Later, I found a more direct example of a New Hampshire case. The “Windham case” with Judge Lisa English, reported in October 2025 involving a NH/MA attorney. I unfortunately could not track down the name of the case, despite having the attorney’s name and the judge.

The Laine report produced unsupported conclusions about supposedly excessive AI misuses in North Dakota and South Dakota. However, my analysis of the data allowed me to find the one missing gap and show that there is no state without any AI hallucination cases.

Charlotin’s Map on July 2, 2026

As of today, there is no state with 0 hallucination cases on the map of USA cases on Charlotin’s website. US AI-hallucination case map by state from Charlotin’s database.

Indian Country Jurisdiction: Plaintiff also claims that Judge White wrote the McGirt opinion (he did not)

Because I was manually reviewing the cases for state coding, I thought that a case with “State of Illinois” as Defendant, but in the Eastern District of Oklahoma, may have been mistakenly coded. It was not. Instead, it was interesting case and a great example of why you should look at the data and not just let AI summarize everything in the aggregate for you.

Lowery Wilkinson Lowery, LLC, et al. v. State of Illinois, et al. (E.D. Oklahoma 2025).

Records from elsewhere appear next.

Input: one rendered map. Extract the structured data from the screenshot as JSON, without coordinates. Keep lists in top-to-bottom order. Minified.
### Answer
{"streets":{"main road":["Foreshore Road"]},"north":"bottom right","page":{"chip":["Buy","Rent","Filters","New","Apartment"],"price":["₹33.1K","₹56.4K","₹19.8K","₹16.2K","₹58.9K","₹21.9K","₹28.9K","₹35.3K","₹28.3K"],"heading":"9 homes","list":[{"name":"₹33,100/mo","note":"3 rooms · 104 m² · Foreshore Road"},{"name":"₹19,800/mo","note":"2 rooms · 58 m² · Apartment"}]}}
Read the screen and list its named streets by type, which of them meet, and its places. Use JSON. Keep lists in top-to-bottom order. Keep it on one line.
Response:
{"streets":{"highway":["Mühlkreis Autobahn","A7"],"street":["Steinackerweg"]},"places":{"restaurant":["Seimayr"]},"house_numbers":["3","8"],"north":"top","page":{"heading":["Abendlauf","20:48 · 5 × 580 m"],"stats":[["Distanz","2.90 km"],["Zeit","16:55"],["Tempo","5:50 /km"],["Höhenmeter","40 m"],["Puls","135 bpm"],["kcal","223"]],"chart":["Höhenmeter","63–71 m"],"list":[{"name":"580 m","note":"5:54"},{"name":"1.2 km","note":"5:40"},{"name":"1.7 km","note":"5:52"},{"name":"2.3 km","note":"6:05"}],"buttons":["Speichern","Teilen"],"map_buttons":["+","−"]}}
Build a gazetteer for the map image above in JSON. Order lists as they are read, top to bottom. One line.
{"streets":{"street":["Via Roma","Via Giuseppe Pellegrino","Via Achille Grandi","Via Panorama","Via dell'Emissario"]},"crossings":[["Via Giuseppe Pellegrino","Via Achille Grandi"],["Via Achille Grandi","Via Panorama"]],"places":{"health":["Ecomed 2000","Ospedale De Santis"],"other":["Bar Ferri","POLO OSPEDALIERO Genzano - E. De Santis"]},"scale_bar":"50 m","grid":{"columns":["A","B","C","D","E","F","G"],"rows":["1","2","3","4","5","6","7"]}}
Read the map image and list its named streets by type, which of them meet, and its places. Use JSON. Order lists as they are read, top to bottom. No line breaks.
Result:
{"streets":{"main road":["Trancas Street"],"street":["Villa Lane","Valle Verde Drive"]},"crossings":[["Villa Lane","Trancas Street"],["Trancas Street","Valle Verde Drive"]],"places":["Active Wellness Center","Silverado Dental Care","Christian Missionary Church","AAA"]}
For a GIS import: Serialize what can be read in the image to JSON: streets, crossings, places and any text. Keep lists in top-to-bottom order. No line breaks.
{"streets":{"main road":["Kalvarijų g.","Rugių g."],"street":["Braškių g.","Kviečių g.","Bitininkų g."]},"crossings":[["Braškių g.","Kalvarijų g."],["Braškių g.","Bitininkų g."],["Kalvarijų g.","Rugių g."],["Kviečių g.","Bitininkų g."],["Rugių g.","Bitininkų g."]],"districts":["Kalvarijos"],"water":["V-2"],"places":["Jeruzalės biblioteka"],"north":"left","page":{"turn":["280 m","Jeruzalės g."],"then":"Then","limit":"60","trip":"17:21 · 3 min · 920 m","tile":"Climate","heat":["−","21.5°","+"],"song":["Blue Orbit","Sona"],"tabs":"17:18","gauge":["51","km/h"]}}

Multiple times, the plaintiffs attempted to raise several jurisdictional arguments under McGirt that are so inadequate and clearly unresearched that any reasonable attorney would know they lack merit. Plaintiff repeatedly asserts that if this court fails to direct bar disciplinary proceedings in Illinois, that it is effectively “overturning” McGirt v. Oklahoma, 140 S.Ct. 2452 (2020), a case where the United States Supreme Court held that the entirety of the Eastern District of Oklahoma is “Indian Country” for the purposes of the Major Crimes Act. Dkt. No. 74 at ¶44. Plaintiff also claims that Judge White wrote the McGirt opinion (he did not), indicating that counsel has not made any attempt to research the case. Id. In addition, plaintiffs further allege that “the Defendants accused Plaintiff Lowery of a violation of the Major Crimes Act while on an Indian reservation land under McGirt … Therefore, if the Court wants to exercise jurisdiction under McGirt it would be Mandatory jurisdiction.” Lowery III, Dkt. No. 22 at p. 5. OMNIBUS ORDER

Takeaways

  • Even if an LLM feels like it gives you an overview of the data, look at the data. There’s fun stuff in there and you’ll catch more hallucinations.
  • But you should also ask if you should even be using LLMs for a given data analysis task. Pivot tables and SUM functions still exist.
  • Your starting assumption should be that every map is a population map.
  • Damien’s database is legit.
  • Come at the Midwest, better not miss.